La publication de Beast, un logiciel qui exploite la faille du protocole HTTPS, devrait convaincre l’ensemble des acteurs de basculer enfin sur la version corrigée.

Récemment, deux chercheurs annonçaient leur capacité à exploiter une faille au sein du protocole HTTPS. « Si leur méthode est nouvelle, la faille, elle, ne l’est pas », explique Stéphane Bortzmeyer, ingénieur R&D à l’Afnic, sur son blog. En effet, connue depuis près de sept ans, la vulnérabilité a été corrigée par la version 1.1 du protocole disponible depuis 2006. Pourtant, en cinq ans, aucune mise à jour ni des navigateurs, ni des serveurs web n'a été faite, chacun se renvoyant en permanence la balle quant à l’initiative. « A l’époque l’information n’avait pas fait beaucoup de bruit, ajoute Stéphane Bortzmeyer. Aujourd’hui, avec la démonstration effective de l'attaque, il y a une prise de conscience de la communauté. »
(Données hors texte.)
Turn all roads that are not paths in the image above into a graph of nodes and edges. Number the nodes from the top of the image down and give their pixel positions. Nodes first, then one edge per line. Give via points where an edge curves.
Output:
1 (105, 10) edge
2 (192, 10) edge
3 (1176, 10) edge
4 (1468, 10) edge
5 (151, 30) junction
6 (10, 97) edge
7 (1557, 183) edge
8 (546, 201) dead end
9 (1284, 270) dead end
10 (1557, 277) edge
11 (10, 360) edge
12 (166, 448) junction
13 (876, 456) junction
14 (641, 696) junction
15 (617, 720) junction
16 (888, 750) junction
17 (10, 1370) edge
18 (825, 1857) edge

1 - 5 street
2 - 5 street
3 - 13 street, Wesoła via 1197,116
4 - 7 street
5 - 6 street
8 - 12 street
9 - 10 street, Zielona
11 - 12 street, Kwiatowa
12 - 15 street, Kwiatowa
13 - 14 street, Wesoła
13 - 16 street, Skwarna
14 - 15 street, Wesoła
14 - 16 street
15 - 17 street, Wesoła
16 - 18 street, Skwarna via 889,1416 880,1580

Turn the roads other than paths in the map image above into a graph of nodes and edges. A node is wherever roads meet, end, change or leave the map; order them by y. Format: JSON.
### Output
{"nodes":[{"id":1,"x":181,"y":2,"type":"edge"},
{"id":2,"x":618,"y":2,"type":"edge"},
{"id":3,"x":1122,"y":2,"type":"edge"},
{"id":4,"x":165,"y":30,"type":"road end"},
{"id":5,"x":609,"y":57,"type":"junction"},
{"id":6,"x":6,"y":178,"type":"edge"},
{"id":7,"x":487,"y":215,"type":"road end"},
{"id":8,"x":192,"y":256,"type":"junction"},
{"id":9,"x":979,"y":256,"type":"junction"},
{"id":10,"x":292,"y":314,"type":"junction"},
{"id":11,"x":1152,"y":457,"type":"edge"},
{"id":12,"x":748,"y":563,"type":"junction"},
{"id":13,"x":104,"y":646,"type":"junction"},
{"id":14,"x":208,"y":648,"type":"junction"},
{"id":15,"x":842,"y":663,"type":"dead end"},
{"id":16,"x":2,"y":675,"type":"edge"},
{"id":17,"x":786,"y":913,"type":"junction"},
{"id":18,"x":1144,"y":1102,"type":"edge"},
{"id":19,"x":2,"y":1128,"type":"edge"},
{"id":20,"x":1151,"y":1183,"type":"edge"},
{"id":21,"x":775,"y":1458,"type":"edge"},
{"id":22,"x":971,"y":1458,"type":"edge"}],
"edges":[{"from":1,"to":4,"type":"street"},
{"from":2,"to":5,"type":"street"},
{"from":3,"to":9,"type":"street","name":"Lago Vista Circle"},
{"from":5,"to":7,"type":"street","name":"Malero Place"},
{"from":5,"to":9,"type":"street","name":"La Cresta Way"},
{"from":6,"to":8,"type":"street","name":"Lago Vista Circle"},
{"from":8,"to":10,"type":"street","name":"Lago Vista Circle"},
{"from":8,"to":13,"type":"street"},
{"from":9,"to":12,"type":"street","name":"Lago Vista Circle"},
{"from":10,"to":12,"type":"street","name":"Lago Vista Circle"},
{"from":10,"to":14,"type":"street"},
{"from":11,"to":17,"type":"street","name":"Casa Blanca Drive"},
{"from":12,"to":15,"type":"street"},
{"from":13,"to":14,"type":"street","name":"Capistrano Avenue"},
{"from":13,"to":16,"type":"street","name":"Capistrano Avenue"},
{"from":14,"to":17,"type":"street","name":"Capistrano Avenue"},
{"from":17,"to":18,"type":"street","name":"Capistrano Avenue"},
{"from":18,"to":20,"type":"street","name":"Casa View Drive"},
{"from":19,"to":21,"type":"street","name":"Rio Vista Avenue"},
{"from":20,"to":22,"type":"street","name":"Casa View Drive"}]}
Comment fonctionne cette attaque ? Rappelons que l'attaque se place entre le navigateur et le site de destination. « La première chose que fait l'agresseur est de mettre en place un dispositif d’écoute du trafic réseau. Ce qui est assez trivial », explique Stéphane Bortzmeyer. Ensuite, il doit réussir à injecter un texte dans le navigateur du poste victime dans le cadre de la session HTTPS qu'il veut pirater. Une démarche déjà beaucoup plus complexe à réaliser. Or c’est justement ce que se propose de faire Beast, l’application développée par les chercheurs Juliano Rizzo et Thai Duong, en automatisant l’exploitation de la faille grâce une applet Java.

Comment peut-on s’en protéger ? Il faut que le navigateur mette à jour sa gestion du protocole HTTPS. Tous les regards sont désormais tournés vers Microsoft, Google, Mozilla et Apple. Les plus pressés peuvent toutefois effectuer les modifications eux-mêmes, en reprenant le code source des navigateurs libres. Mais ces compétences ne sont pas à la portée de tous.

En revanche, chacun peut se protéger en optant pour des pratiques simples : éviter les réseaux Wi-Fi ouverts, comme ceux des cafés, pour accéder à des réseaux sensibles. Penser aussi à désactiver Java, Javascript et Silverlight pour éviter l'exécution de code malveillant tel que Beast.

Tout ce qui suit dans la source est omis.